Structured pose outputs
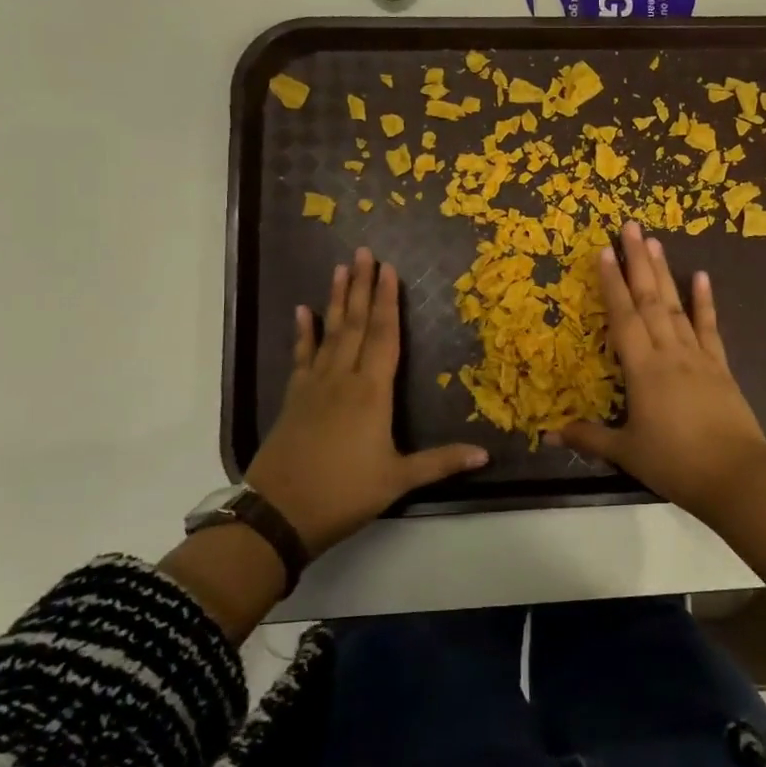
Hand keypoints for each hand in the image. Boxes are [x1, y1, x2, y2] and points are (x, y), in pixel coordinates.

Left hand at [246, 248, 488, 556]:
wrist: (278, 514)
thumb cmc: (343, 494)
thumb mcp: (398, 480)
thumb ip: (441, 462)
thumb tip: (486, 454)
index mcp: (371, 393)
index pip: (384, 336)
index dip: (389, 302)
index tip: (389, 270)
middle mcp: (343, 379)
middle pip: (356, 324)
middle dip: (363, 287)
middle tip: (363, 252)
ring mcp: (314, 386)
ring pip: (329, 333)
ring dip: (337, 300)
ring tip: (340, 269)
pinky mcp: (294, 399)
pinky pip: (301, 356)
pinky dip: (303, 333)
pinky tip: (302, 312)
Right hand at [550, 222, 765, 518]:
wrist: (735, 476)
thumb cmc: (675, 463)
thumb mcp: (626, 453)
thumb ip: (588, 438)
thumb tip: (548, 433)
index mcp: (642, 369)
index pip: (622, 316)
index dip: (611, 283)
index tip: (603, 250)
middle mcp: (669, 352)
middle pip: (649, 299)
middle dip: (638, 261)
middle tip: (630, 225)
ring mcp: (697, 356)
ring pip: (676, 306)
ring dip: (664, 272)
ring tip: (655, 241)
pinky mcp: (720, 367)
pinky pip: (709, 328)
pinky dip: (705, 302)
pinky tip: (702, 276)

---

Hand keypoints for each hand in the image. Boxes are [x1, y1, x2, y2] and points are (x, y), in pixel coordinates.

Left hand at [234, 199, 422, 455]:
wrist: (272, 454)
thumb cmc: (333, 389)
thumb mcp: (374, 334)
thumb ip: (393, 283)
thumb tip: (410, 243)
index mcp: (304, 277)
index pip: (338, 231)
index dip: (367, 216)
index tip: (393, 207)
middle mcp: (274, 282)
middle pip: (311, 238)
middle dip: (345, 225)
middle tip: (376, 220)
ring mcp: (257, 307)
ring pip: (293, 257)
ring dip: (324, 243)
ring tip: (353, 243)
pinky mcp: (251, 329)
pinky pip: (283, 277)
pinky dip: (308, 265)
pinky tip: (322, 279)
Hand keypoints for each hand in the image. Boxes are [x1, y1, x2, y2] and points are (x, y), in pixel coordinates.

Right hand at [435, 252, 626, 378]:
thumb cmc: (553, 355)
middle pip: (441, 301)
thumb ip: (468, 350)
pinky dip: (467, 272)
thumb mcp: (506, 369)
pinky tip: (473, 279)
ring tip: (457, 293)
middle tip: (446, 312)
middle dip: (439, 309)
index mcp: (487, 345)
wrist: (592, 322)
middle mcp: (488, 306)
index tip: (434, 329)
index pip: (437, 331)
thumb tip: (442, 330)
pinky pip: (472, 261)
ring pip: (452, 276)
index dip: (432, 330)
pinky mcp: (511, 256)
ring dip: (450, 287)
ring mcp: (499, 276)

Aim of the task: What are the lines, exactly as written above, from the line with "middle mcp: (343, 379)" to the line with "pinky tip: (302, 312)", both included? Output only those.

Task solution:
middle mcp: (343, 379)
middle pip: (356, 324)
middle dip: (363, 287)
middle tip: (363, 252)
ring mcp: (314, 386)
ring pip: (329, 333)
ring dip: (337, 300)
ring tip: (340, 269)
pinky mcp: (294, 399)
pinky pip: (301, 356)
pinky dip: (303, 333)
pinky tip: (302, 312)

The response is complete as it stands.